Assignment: Within the records, which lines hold the string "dead"? Report each one by copying it.

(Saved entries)
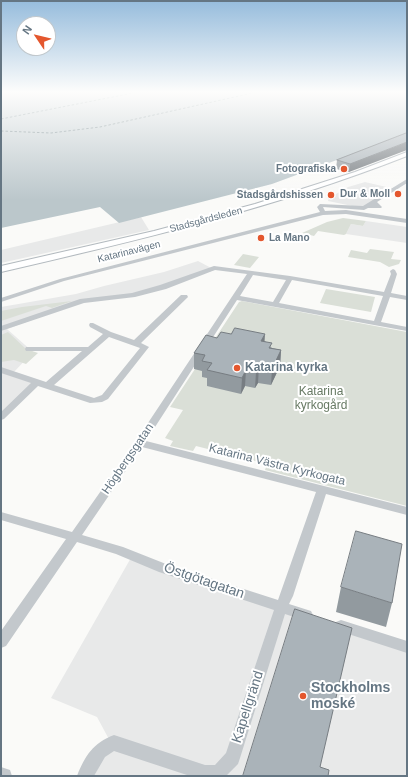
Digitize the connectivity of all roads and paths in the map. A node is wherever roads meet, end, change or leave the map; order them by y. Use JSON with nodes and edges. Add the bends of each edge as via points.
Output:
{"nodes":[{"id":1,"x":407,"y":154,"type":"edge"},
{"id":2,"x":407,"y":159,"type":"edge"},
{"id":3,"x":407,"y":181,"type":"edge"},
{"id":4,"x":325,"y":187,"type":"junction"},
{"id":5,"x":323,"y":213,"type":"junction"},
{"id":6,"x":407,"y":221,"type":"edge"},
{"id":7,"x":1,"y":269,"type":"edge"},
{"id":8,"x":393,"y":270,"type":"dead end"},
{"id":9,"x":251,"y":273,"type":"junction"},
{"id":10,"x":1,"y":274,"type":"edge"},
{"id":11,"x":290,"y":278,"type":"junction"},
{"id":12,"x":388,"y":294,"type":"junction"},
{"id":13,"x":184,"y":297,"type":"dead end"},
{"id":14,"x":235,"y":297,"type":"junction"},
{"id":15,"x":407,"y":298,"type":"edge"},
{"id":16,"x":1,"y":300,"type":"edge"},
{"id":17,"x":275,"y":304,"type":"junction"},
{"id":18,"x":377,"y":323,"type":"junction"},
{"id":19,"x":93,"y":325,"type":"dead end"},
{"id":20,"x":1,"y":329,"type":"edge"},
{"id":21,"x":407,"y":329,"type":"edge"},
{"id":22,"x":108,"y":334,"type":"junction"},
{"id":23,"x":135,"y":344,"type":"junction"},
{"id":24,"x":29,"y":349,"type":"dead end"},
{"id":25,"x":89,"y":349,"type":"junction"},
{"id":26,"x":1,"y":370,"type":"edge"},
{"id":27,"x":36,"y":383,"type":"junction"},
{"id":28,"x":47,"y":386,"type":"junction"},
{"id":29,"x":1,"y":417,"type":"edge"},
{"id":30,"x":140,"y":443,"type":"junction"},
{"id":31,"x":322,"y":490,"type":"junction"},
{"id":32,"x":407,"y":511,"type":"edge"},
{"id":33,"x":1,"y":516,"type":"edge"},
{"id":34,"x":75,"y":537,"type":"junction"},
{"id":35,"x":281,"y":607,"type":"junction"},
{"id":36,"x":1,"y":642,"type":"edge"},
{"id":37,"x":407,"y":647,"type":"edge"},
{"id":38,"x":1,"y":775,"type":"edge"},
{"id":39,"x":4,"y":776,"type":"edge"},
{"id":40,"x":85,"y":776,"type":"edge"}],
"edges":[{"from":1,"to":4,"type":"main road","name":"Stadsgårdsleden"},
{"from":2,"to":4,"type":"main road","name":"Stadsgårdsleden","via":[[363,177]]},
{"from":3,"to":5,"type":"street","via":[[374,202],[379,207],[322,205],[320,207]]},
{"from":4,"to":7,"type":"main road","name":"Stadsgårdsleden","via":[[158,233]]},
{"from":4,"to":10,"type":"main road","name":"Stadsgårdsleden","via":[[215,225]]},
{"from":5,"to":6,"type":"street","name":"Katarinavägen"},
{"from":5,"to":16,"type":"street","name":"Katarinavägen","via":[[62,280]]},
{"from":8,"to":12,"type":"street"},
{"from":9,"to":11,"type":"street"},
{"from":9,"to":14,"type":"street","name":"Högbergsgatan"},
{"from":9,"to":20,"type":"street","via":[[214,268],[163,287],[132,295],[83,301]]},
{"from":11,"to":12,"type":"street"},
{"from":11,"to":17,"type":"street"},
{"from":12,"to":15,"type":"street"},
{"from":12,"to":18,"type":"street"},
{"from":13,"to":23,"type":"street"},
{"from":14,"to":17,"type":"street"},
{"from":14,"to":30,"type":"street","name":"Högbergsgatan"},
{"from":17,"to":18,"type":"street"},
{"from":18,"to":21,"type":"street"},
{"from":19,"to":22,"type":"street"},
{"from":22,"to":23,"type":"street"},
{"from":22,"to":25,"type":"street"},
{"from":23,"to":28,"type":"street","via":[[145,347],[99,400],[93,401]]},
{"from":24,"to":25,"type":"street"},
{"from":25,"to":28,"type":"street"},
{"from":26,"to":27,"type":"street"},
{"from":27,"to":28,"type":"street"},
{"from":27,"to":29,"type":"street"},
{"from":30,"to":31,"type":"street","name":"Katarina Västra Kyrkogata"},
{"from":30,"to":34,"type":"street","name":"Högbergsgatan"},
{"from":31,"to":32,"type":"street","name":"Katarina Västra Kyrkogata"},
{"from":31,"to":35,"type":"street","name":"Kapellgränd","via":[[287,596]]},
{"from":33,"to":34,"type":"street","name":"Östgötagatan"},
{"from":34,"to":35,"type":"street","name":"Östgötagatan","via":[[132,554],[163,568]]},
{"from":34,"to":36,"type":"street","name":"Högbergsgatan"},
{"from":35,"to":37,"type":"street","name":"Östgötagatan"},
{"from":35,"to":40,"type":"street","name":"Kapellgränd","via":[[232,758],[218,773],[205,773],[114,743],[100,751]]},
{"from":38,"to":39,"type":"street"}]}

Response area:
{"id":8,"x":393,"y":270,"type":"dead end"},
{"id":13,"x":184,"y":297,"type":"dead end"},
{"id":19,"x":93,"y":325,"type":"dead end"},
{"id":24,"x":29,"y":349,"type":"dead end"},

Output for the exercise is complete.